Exactly the lines below from the one with "Build a routing" up to and including the one with "Which roads connect" make up the answer, with nothing else added.

*** GIVEN RECORDS ***

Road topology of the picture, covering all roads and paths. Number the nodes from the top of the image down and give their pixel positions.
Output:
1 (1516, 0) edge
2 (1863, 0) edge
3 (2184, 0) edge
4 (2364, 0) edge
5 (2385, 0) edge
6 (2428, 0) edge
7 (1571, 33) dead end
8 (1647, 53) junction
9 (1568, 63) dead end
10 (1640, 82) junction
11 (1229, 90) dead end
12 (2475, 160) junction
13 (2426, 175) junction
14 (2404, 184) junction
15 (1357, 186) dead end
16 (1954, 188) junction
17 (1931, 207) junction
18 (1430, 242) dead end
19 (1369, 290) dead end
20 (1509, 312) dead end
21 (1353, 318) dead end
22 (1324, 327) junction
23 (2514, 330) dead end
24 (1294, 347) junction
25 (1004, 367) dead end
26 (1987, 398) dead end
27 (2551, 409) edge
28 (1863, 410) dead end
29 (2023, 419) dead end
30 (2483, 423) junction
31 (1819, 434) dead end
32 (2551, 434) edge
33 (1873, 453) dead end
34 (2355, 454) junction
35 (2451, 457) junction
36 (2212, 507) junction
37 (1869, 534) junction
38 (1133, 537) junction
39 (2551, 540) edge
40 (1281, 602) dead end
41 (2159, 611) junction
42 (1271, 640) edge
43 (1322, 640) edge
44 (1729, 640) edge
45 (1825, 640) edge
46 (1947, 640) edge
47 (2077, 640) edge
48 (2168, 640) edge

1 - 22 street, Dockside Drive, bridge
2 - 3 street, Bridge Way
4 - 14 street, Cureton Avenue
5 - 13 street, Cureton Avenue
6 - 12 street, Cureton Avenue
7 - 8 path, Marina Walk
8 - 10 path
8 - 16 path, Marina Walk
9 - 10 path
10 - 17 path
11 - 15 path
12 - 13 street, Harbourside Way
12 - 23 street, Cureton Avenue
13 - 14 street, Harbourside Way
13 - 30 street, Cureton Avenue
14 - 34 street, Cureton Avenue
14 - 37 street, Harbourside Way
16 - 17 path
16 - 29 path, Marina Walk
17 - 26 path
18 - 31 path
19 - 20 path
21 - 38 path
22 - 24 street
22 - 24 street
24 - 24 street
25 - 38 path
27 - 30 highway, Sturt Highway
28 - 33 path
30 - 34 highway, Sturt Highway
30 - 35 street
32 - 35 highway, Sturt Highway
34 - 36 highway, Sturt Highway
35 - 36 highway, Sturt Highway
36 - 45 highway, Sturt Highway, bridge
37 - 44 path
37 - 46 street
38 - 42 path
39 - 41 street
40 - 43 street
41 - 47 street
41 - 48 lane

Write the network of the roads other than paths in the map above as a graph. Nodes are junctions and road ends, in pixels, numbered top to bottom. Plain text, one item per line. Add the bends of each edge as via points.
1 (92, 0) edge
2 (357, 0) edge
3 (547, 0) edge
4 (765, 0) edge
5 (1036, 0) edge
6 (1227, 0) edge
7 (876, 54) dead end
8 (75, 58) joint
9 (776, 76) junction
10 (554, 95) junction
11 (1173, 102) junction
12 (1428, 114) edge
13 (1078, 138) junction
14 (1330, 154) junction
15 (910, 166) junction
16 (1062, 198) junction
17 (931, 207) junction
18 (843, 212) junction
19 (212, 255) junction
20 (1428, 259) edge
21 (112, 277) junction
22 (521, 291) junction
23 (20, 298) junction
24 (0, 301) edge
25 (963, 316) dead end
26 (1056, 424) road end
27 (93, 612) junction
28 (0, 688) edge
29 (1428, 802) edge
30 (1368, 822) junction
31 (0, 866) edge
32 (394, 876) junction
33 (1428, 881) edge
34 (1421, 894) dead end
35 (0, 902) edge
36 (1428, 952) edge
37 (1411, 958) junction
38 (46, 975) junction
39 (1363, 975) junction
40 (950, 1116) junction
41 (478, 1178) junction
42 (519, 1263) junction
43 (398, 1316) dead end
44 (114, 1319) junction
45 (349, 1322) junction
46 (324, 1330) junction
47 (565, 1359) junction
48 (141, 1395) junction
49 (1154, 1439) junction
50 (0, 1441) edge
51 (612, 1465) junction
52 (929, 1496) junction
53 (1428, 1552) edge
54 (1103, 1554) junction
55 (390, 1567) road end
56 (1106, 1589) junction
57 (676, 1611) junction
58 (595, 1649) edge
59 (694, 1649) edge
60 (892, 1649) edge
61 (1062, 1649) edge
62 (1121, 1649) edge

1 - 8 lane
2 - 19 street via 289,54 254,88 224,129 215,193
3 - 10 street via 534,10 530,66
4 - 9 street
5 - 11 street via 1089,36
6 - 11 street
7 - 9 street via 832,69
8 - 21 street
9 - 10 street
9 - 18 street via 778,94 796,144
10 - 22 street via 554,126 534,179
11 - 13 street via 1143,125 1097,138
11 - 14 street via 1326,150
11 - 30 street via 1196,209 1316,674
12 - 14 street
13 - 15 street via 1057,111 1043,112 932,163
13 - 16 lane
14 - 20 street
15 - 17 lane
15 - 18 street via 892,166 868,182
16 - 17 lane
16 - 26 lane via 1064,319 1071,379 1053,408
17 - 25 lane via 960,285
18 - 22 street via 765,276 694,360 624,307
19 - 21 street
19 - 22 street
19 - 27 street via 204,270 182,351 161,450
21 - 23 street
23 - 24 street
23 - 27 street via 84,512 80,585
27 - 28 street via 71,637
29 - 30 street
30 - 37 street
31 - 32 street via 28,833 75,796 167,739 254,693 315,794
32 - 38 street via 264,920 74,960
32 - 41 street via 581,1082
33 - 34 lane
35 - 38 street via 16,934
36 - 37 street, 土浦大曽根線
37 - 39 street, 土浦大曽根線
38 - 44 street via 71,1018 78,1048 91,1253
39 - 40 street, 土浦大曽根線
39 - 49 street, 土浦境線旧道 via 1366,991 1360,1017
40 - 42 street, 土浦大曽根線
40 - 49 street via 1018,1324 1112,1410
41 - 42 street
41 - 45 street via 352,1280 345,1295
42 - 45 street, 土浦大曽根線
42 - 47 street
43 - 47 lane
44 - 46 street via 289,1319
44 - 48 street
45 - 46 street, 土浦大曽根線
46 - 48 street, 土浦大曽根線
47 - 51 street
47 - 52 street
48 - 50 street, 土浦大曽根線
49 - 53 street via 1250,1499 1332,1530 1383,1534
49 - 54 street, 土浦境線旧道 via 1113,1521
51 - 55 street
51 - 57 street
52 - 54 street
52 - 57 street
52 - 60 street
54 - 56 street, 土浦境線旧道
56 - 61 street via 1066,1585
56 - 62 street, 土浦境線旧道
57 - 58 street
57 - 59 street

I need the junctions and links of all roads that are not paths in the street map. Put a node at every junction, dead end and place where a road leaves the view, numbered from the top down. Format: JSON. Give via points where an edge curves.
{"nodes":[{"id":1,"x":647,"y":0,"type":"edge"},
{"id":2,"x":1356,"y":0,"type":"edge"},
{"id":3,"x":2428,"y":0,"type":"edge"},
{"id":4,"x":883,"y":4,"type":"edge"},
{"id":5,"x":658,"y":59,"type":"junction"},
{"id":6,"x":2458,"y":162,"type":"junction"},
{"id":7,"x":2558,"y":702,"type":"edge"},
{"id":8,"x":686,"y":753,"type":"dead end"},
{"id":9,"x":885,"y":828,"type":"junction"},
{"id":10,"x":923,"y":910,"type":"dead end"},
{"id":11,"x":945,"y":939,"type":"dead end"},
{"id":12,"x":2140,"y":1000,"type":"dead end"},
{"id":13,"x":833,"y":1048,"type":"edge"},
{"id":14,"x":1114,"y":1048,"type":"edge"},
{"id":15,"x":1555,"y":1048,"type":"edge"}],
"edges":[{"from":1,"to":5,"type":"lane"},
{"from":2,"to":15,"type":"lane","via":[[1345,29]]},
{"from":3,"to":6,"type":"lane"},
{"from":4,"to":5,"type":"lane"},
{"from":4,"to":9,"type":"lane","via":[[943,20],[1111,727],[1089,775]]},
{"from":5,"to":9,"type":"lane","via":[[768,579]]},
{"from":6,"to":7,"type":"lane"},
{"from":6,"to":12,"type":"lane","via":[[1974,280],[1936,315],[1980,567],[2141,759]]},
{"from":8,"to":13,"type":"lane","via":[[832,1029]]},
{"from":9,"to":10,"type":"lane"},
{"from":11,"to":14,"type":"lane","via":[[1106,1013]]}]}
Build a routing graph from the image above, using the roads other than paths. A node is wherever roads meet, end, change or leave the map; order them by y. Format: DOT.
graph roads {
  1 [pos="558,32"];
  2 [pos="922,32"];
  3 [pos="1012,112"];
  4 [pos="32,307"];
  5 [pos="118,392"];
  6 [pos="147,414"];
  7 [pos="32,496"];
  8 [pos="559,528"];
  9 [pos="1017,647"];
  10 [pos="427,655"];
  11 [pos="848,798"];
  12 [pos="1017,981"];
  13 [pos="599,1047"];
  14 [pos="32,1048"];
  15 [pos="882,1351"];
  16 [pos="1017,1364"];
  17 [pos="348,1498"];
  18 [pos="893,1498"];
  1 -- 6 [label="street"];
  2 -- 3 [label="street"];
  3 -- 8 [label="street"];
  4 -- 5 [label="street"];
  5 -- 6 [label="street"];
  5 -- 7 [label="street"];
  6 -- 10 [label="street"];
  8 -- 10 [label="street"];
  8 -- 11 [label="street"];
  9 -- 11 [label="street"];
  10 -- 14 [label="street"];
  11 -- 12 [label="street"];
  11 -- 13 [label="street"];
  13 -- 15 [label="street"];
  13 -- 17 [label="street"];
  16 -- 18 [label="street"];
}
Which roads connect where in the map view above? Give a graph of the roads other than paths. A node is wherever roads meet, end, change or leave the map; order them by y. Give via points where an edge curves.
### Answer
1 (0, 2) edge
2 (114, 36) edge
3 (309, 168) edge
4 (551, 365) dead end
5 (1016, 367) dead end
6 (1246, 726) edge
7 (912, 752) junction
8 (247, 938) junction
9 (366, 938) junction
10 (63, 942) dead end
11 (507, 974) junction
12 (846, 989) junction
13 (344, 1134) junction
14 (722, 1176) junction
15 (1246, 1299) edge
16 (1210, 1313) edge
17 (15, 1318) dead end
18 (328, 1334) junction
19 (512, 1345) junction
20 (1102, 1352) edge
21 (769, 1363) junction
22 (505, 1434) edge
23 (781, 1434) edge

*** End of GIVEN RECORDS ***

REPLY TO THE TASK
Build a routing graph from the image above, using the roads other than paths. A node is wherever roads meet, end, change or leave the map; order them by y. Format: DOT.
graph roads {
  1 [pos="558,32"];
  2 [pos="922,32"];
  3 [pos="1012,112"];
  4 [pos="32,307"];
  5 [pos="118,392"];
  6 [pos="147,414"];
  7 [pos="32,496"];
  8 [pos="559,528"];
  9 [pos="1017,647"];
  10 [pos="427,655"];
  11 [pos="848,798"];
  12 [pos="1017,981"];
  13 [pos="599,1047"];
  14 [pos="32,1048"];
  15 [pos="882,1351"];
  16 [pos="1017,1364"];
  17 [pos="348,1498"];
  18 [pos="893,1498"];
  1 -- 6 [label="street"];
  2 -- 3 [label="street"];
  3 -- 8 [label="street"];
  4 -- 5 [label="street"];
  5 -- 6 [label="street"];
  5 -- 7 [label="street"];
  6 -- 10 [label="street"];
  8 -- 10 [label="street"];
  8 -- 11 [label="street"];
  9 -- 11 [label="street"];
  10 -- 14 [label="street"];
  11 -- 12 [label="street"];
  11 -- 13 [label="street"];
  13 -- 15 [label="street"];
  13 -- 17 [label="street"];
  16 -- 18 [label="street"];
}
Which roads connect where in the map view above? Give a graph of the roads other than paths. A node is wherever roads meet, end, change or leave the map; order them by y. Give via points where an edge curves.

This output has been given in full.